*TASK INSTRUCTIONS*
Give every entry below again, exactly as written, and skip the images.

[Saved entries]

※

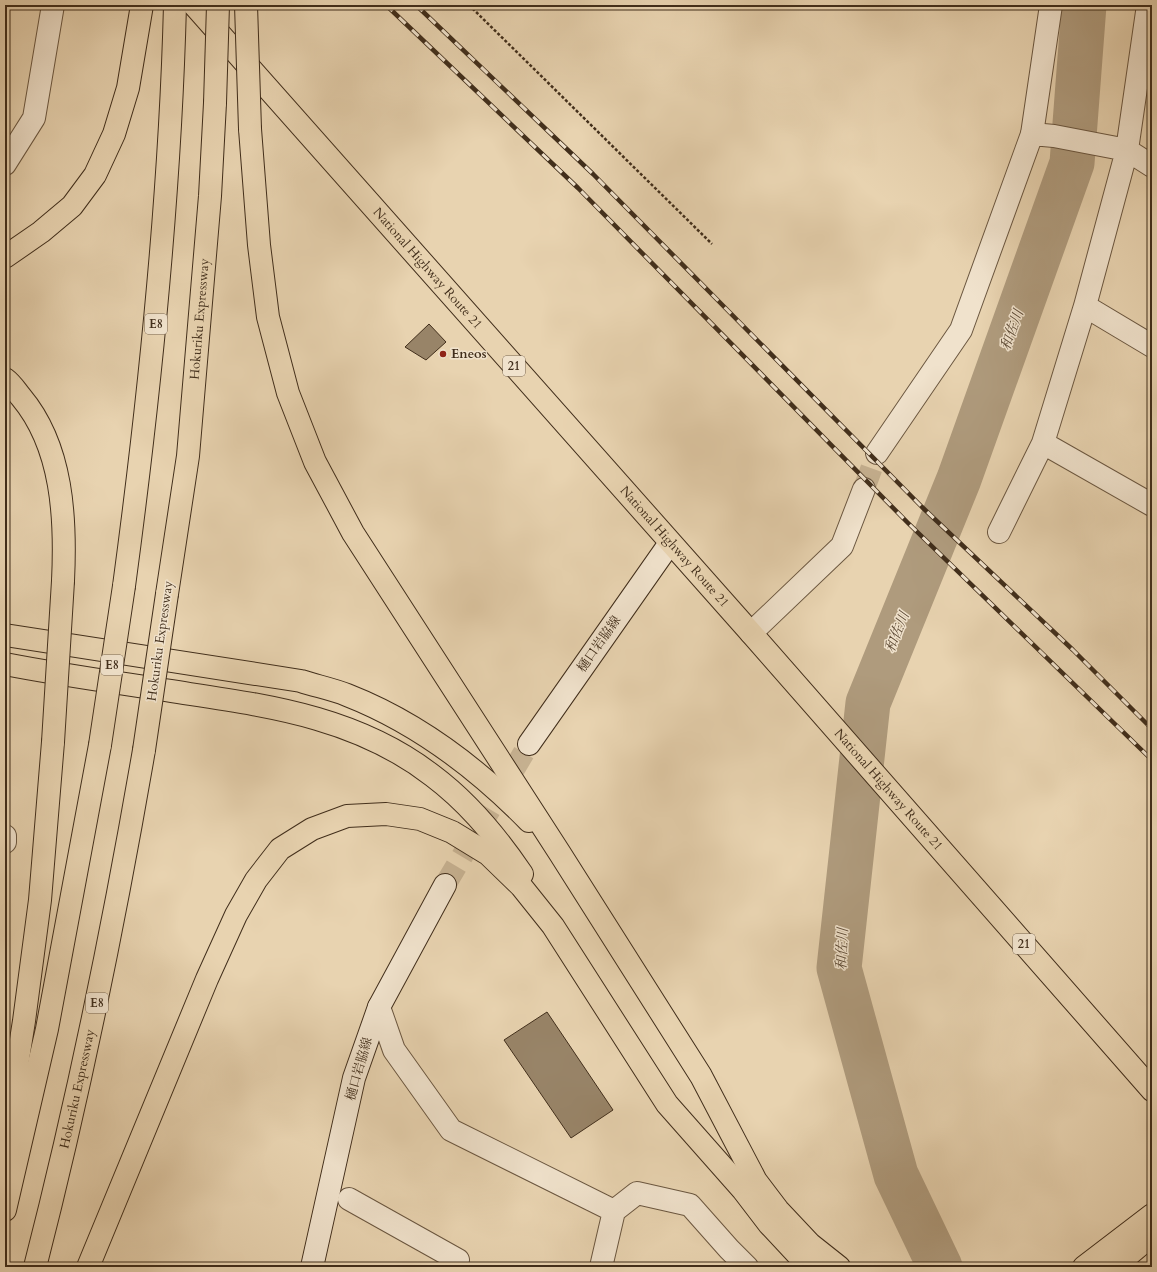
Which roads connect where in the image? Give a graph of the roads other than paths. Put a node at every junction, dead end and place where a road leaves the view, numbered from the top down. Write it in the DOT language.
graph roads {
  1 [pos="53,5"];
  2 [pos="176,5"];
  3 [pos="194,5"];
  4 [pos="218,5"];
  5 [pos="246,5"];
  6 [pos="1051,5"];
  7 [pos="1148,5"];
  8 [pos="141,13"];
  9 [pos="1043,135"];
  10 [pos="1127,150"];
  11 [pos="5,164"];
  12 [pos="1152,166"];
  13 [pos="5,257"];
  14 [pos="1085,306"];
  15 [pos="1152,346"];
  16 [pos="5,379"];
  17 [pos="1043,443"];
  18 [pos="877,453"];
  19 [pos="864,489"];
  20 [pos="1152,505"];
  21 [pos="999,532"];
  22 [pos="670,543"];
  23 [pos="751,633"];
  24 [pos="5,635"];
  25 [pos="5,664"];
  26 [pos="529,744"];
  27 [pos="5,836"];
  28 [pos="5,842"];
  29 [pos="559,852"];
  30 [pos="445,885"];
  31 [pos="553,926"];
  32 [pos="379,1007"];
  33 [pos="1152,1090"];
  34 [pos="5,1141"];
  35 [pos="349,1199"];
  36 [pos="5,1210"];
  37 [pos="614,1211"];
  38 [pos="1152,1215"];
  39 [pos="1152,1235"];
  40 [pos="462,1265"];
  41 [pos="744,1266"];
  42 [pos="35,1267"];
  43 [pos="88,1267"];
  44 [pos="312,1267"];
  45 [pos="601,1267"];
  46 [pos="814,1267"];
  47 [pos="839,1267"];
  48 [pos="1084,1267"];
  49 [pos="1114,1267"];
  1 -- 11 [label="street"];
  2 -- 36 [label="highway, E8, bridge"];
  3 -- 22 [label="highway, National Highway Route 21 / 21"];
  4 -- 42 [label="highway, Hokuriku Expressway / E8, bridge"];
  5 -- 29 [label="highway, bridge"];
  6 -- 9 [label="street"];
  7 -- 10 [label="street"];
  8 -- 13 [label="highway"];
  9 -- 10 [label="street"];
  9 -- 18 [label="street"];
  10 -- 12 [label="street"];
  10 -- 14 [label="street"];
  14 -- 15 [label="street"];
  14 -- 17 [label="street"];
  16 -- 34 [label="highway, bridge"];
  17 -- 20 [label="street"];
  17 -- 21 [label="street"];
  19 -- 23 [label="street"];
  22 -- 23 [label="highway, National Highway Route 21 / 21"];
  22 -- 26 [label="street, 樋口岩脇線"];
  23 -- 33 [label="highway, National Highway Route 21 / 21"];
  24 -- 29 [label="highway"];
  25 -- 31 [label="highway"];
  27 -- 28 [label="street"];
  29 -- 47 [label="highway"];
  30 -- 32 [label="street, 樋口岩脇線"];
  31 -- 43 [label="highway"];
  31 -- 46 [label="highway"];
  32 -- 37 [label="street"];
  32 -- 44 [label="street, 樋口岩脇線"];
  35 -- 40 [label="street"];
  37 -- 41 [label="street"];
  37 -- 45 [label="street"];
  38 -- 48 [label="highway"];
  39 -- 49 [label="highway"];
}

※

*ANSWER SECTION*
Which roads connect where in the image? Give a graph of the roads other than paths. Put a node at every junction, dead end and place where a road leaves the view, numbered from the top down. Write it in the DOT language.
graph roads {
  1 [pos="53,5"];
  2 [pos="176,5"];
  3 [pos="194,5"];
  4 [pos="218,5"];
  5 [pos="246,5"];
  6 [pos="1051,5"];
  7 [pos="1148,5"];
  8 [pos="141,13"];
  9 [pos="1043,135"];
  10 [pos="1127,150"];
  11 [pos="5,164"];
  12 [pos="1152,166"];
  13 [pos="5,257"];
  14 [pos="1085,306"];
  15 [pos="1152,346"];
  16 [pos="5,379"];
  17 [pos="1043,443"];
  18 [pos="877,453"];
  19 [pos="864,489"];
  20 [pos="1152,505"];
  21 [pos="999,532"];
  22 [pos="670,543"];
  23 [pos="751,633"];
  24 [pos="5,635"];
  25 [pos="5,664"];
  26 [pos="529,744"];
  27 [pos="5,836"];
  28 [pos="5,842"];
  29 [pos="559,852"];
  30 [pos="445,885"];
  31 [pos="553,926"];
  32 [pos="379,1007"];
  33 [pos="1152,1090"];
  34 [pos="5,1141"];
  35 [pos="349,1199"];
  36 [pos="5,1210"];
  37 [pos="614,1211"];
  38 [pos="1152,1215"];
  39 [pos="1152,1235"];
  40 [pos="462,1265"];
  41 [pos="744,1266"];
  42 [pos="35,1267"];
  43 [pos="88,1267"];
  44 [pos="312,1267"];
  45 [pos="601,1267"];
  46 [pos="814,1267"];
  47 [pos="839,1267"];
  48 [pos="1084,1267"];
  49 [pos="1114,1267"];
  1 -- 11 [label="street"];
  2 -- 36 [label="highway, E8, bridge"];
  3 -- 22 [label="highway, National Highway Route 21 / 21"];
  4 -- 42 [label="highway, Hokuriku Expressway / E8, bridge"];
  5 -- 29 [label="highway, bridge"];
  6 -- 9 [label="street"];
  7 -- 10 [label="street"];
  8 -- 13 [label="highway"];
  9 -- 10 [label="street"];
  9 -- 18 [label="street"];
  10 -- 12 [label="street"];
  10 -- 14 [label="street"];
  14 -- 15 [label="street"];
  14 -- 17 [label="street"];
  16 -- 34 [label="highway, bridge"];
  17 -- 20 [label="street"];
  17 -- 21 [label="street"];
  19 -- 23 [label="street"];
  22 -- 23 [label="highway, National Highway Route 21 / 21"];
  22 -- 26 [label="street, 樋口岩脇線"];
  23 -- 33 [label="highway, National Highway Route 21 / 21"];
  24 -- 29 [label="highway"];
  25 -- 31 [label="highway"];
  27 -- 28 [label="street"];
  29 -- 47 [label="highway"];
  30 -- 32 [label="street, 樋口岩脇線"];
  31 -- 43 [label="highway"];
  31 -- 46 [label="highway"];
  32 -- 37 [label="street"];
  32 -- 44 [label="street, 樋口岩脇線"];
  35 -- 40 [label="street"];
  37 -- 41 [label="street"];
  37 -- 45 [label="street"];
  38 -- 48 [label="highway"];
  39 -- 49 [label="highway"];
}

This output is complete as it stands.